WORK REQUEST: Find each line below containing the word "graph" and copy it.

INPUT MATERIAL:
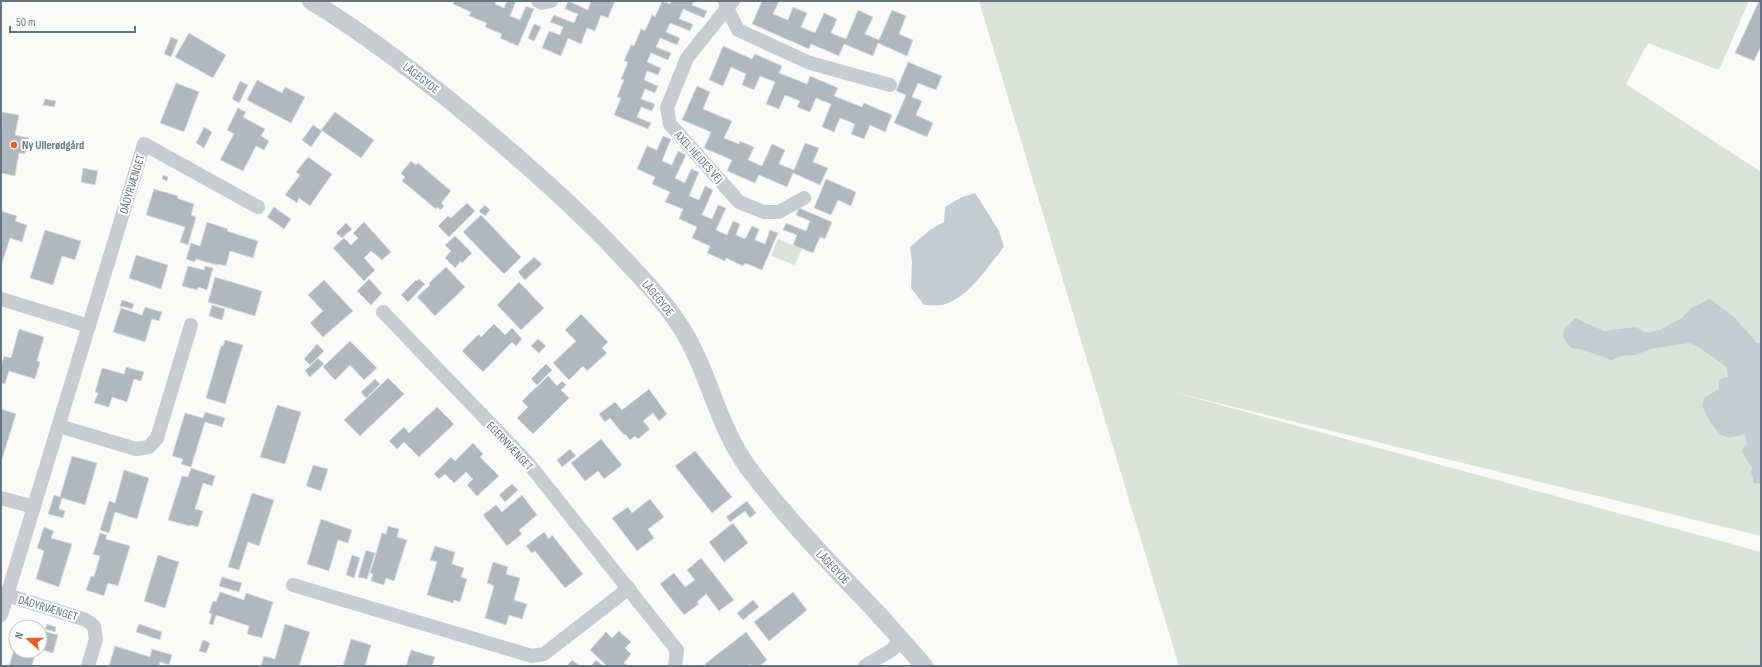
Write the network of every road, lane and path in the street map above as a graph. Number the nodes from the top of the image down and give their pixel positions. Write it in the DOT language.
graph roads {
  1 [pos="311,1"];
  2 [pos="538,1"];
  3 [pos="551,1"];
  4 [pos="728,3"];
  5 [pos="890,85"];
  6 [pos="804,198"];
  7 [pos="258,207"];
  8 [pos="1,300"];
  9 [pos="383,312"];
  10 [pos="191,325"];
  11 [pos="89,326"];
  12 [pos="59,426"];
  13 [pos="1,498"];
  14 [pos="34,507"];
  15 [pos="294,585"];
  16 [pos="629,588"];
  17 [pos="7,595"];
  18 [pos="1,615"];
  19 [pos="902,641"];
  20 [pos="88,666"];
  21 [pos="675,666"];
  22 [pos="865,666"];
  23 [pos="924,666"];
  1 -- 19 [label="street, LÅGEGYDE"];
  2 -- 3 [label="street"];
  4 -- 5 [label="street, AXEL HEIDES VEJ"];
  4 -- 6 [label="street, AXEL HEIDES VEJ"];
  7 -- 11 [label="street, DÅDYRVÆNGET"];
  8 -- 11 [label="street"];
  9 -- 16 [label="street, EGERNVÆNGET"];
  10 -- 12 [label="street"];
  11 -- 12 [label="street, DÅDYRVÆNGET"];
  12 -- 14 [label="street, DÅDYRVÆNGET"];
  13 -- 14 [label="street"];
  14 -- 17 [label="street, DÅDYRVÆNGET"];
  15 -- 16 [label="street"];
  16 -- 21 [label="street, EGERNVÆNGET"];
  17 -- 18 [label="street, DÅDYRVÆNGET"];
  17 -- 20 [label="street, DÅDYRVÆNGET"];
  19 -- 22 [label="street"];
  19 -- 23 [label="street, LÅGEGYDE"];
}
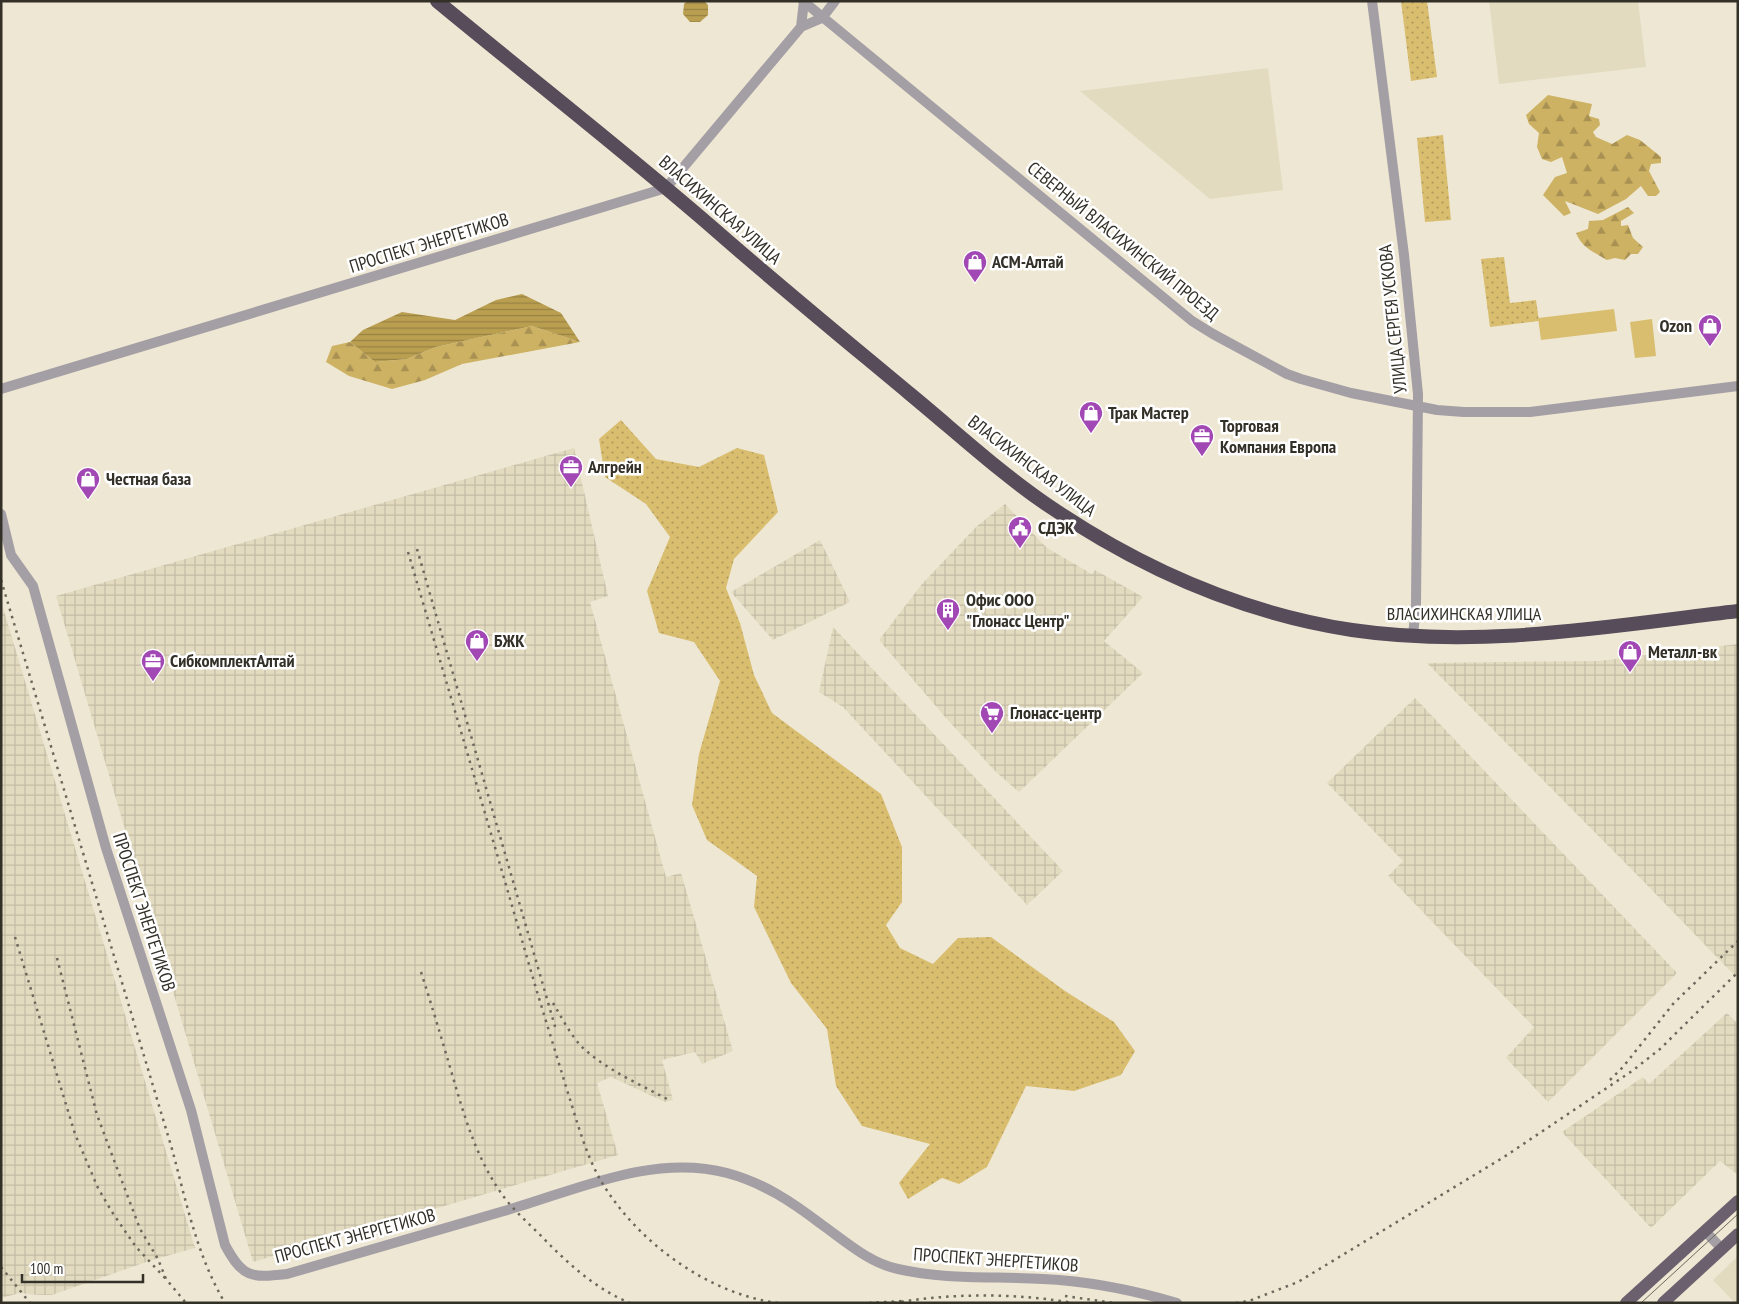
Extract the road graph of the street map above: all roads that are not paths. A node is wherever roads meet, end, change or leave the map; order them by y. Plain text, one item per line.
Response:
1 (437, 1) edge
2 (804, 1) edge
3 (835, 1) edge
4 (1372, 1) edge
5 (822, 18) junction
6 (801, 27) junction
7 (666, 188) junction
8 (1738, 386) edge
9 (1, 389) edge
10 (1418, 406) junction
11 (1, 514) edge
12 (1738, 611) edge
13 (1413, 636) junction
14 (1738, 1201) edge
15 (1705, 1231) junction
16 (1738, 1234) edge
17 (1722, 1249) junction
18 (1668, 1301) edge
19 (1176, 1303) edge
20 (1626, 1303) edge

1 - 7 highway, ВЛАСИХИНСКАЯ УЛИЦА
2 - 5 street, СЕВЕРНЫЙ ВЛАСИХИНСКИЙ ПРОЕЗД
2 - 6 street
3 - 5 street
4 - 10 street, УЛИЦА СЕРГЕЯ УСКОВА
5 - 6 street
5 - 10 street, СЕВЕРНЫЙ ВЛАСИХИНСКИЙ ПРОЕЗД
6 - 7 street
7 - 9 street, ПРОСПЕКТ ЭНЕРГЕТИКОВ
7 - 13 highway, ВЛАСИХИНСКАЯ УЛИЦА
8 - 10 street, СЕВЕРНЫЙ ВЛАСИХИНСКИЙ ПРОЕЗД
10 - 13 street, УЛИЦА СЕРГЕЯ УСКОВА
11 - 19 street, ПРОСПЕКТ ЭНЕРГЕТИКОВ
12 - 13 highway, ВЛАСИХИНСКАЯ УЛИЦА
14 - 15 main road
15 - 17 street
15 - 20 main road
16 - 17 main road
17 - 18 main road

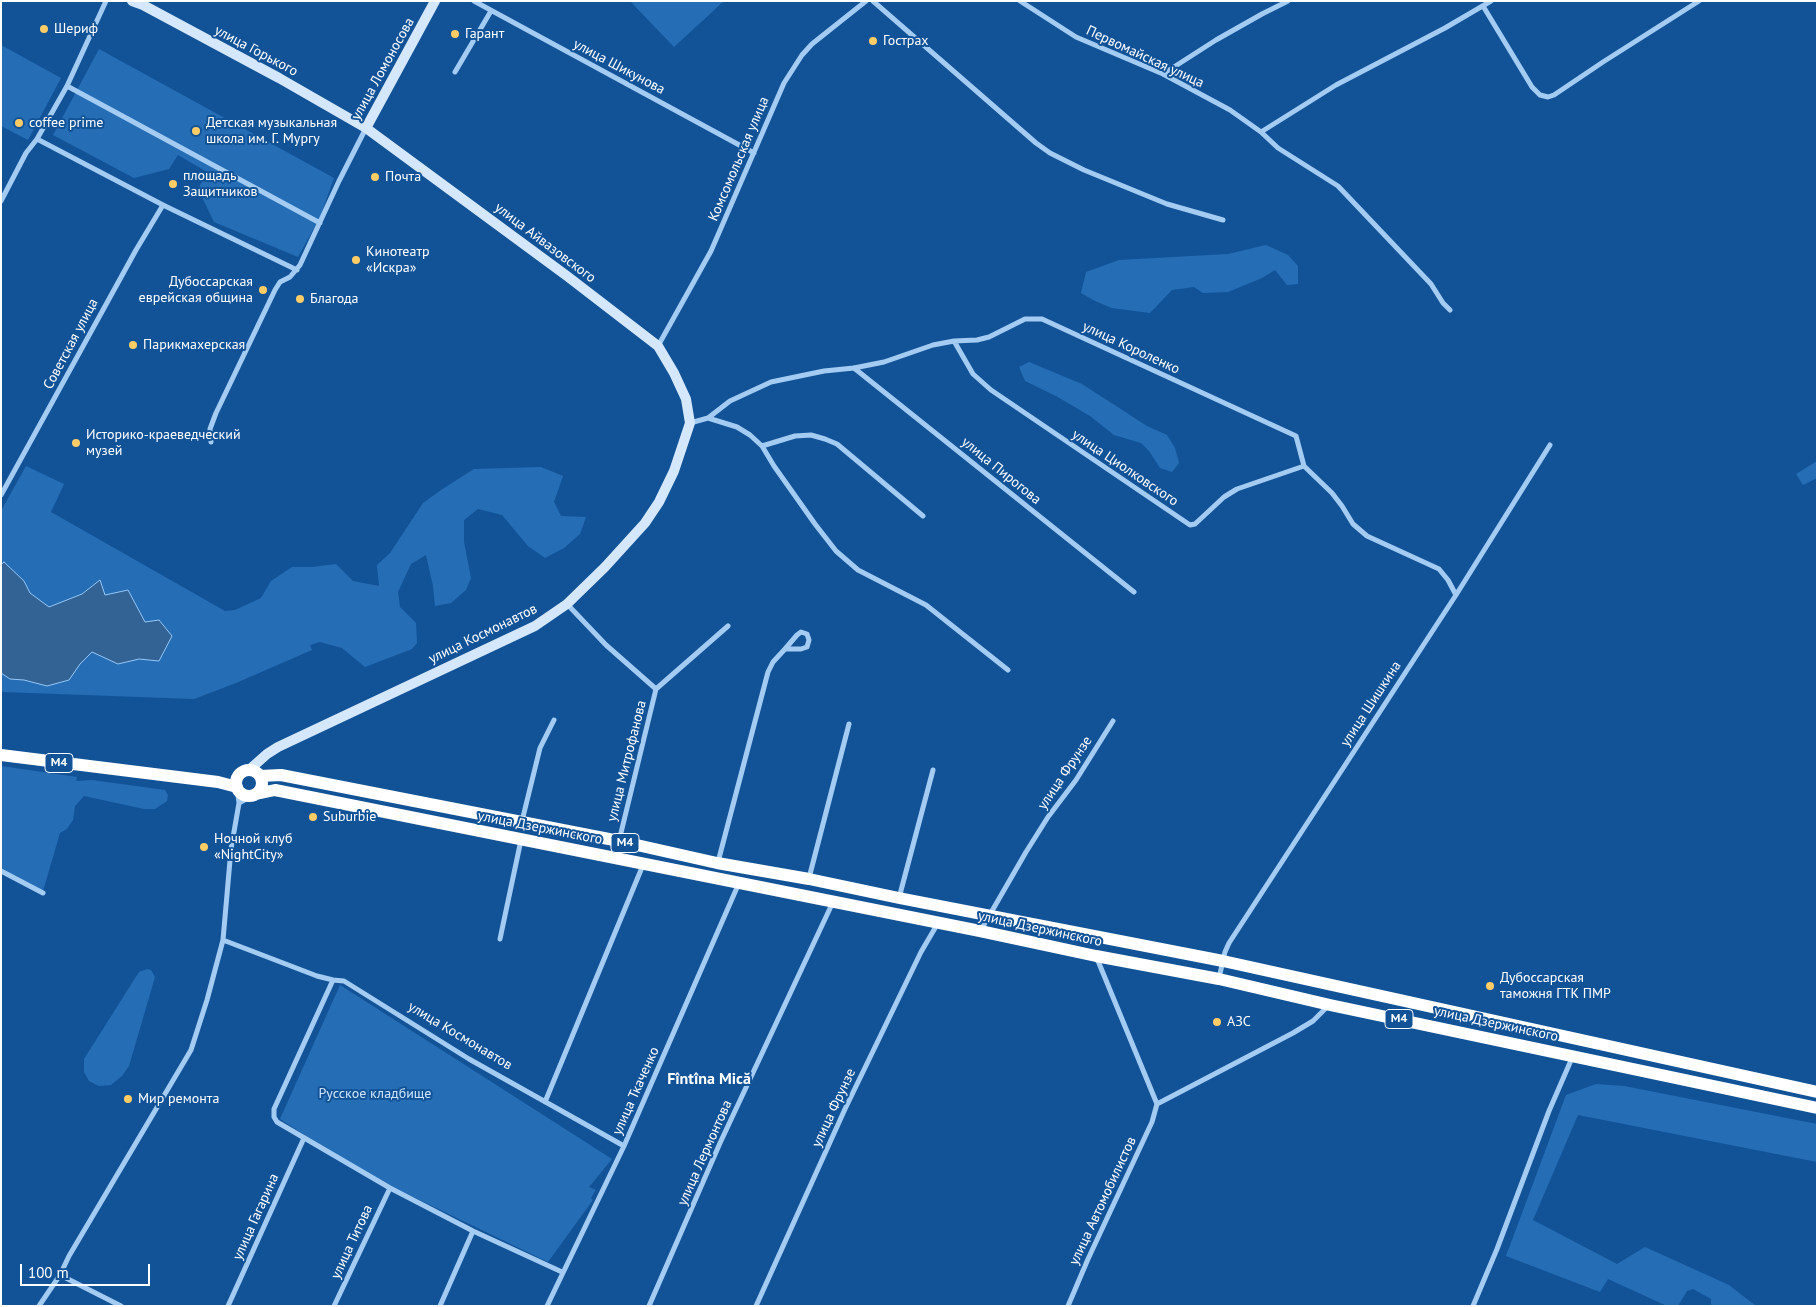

RESULT BELOW:
Write the network of every road, lane and path in the street map above as a graph. Number the nodes from the top of the image down and give their pixel positions. Write it in the DOT language.
graph roads {
Extract the road graph of the street map above: all roads that are not paths. A node is wherever roads meet, end, change or leave the map; order them by y. Plain text, one item per line.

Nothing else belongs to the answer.